Algo se agita dentro mío como una danza de cabellos serpentinos, oscuros como el sabor sagrado del vino que me llena la boca mientras las flautas tañen y me arrojan a un sueño abisal. Creta es la viva madre tierra donde ruedo ebrio de mar y sol, entre interminables pasillos que me conducen hacia ninguna parte y todas a la vez.
Pálido y circular el monotema muscular avanza. Lo acre de su flujo reverbera hasta lo hinchado de mi lengua. El agitarse entonces se incrementa, como un temblor de moribundo.

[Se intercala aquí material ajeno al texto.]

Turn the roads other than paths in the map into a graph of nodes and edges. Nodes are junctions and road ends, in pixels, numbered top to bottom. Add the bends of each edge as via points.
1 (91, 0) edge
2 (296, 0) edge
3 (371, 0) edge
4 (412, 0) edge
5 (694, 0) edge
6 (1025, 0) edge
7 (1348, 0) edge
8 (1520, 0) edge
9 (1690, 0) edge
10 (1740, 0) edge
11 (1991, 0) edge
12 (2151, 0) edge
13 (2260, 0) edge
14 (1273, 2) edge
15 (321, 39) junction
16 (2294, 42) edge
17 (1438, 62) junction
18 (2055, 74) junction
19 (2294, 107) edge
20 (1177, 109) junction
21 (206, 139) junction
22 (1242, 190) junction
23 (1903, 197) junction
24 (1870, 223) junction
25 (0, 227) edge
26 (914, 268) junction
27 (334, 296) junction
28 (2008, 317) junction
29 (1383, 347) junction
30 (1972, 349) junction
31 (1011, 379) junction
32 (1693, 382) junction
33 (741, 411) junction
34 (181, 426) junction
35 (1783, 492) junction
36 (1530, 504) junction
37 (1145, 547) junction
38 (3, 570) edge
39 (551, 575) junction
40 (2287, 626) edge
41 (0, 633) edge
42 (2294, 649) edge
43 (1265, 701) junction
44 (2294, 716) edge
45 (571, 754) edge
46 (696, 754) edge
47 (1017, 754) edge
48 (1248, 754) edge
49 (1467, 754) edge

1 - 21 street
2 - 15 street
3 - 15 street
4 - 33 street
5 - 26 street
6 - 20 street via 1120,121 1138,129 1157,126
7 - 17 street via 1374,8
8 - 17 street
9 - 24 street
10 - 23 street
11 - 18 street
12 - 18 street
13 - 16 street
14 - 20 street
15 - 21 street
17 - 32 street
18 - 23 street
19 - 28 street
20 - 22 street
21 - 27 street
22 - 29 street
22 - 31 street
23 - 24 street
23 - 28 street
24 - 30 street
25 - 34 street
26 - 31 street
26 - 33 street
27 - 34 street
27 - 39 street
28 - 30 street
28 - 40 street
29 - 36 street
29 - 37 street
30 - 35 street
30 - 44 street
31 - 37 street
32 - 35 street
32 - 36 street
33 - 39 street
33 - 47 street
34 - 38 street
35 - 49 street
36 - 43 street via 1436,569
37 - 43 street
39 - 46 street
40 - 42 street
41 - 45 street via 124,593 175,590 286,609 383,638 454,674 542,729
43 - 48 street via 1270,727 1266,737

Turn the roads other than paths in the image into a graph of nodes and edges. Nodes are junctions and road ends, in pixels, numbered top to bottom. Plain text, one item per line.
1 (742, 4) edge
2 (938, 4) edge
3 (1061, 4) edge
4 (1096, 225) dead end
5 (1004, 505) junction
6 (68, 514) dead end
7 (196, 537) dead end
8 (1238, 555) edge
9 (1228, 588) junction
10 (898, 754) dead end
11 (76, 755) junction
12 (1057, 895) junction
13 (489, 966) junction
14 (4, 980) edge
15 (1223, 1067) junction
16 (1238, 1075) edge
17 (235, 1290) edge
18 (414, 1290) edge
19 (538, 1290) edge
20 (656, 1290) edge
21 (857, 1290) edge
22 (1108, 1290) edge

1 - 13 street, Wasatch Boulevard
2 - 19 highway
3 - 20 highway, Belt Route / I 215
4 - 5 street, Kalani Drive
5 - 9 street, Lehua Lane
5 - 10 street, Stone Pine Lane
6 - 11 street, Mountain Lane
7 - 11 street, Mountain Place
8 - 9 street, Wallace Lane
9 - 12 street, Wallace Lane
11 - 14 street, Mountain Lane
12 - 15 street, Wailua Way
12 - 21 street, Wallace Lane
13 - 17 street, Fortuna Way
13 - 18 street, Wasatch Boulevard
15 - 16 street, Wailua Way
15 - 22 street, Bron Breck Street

Es en este delirio nebular y arrítmico cuando lo siento dentro mío con mayor fuerza. Y me toma, como un amante dulce que comienza lamiendo la curvatura carnosa de los lóbulos, antes de alcanzar un ritmo gradual de giros y deslizamientos que le llevarán a trazar un camino salival hacia el cuello, los senos y, en un salto cóncavo, al vertebrado sostén de una carne que se consume; como yo ahora lo hago mientras se va posesionando del más ligero movimiento de mis párpados.
Y es entonces cuando lleno de ese recuerdo me arrojo con renovada furia a la búsqueda de una salida en este laberinto de cuerpos. A la búsqueda de Ariadna, a quien no he podido encontrar.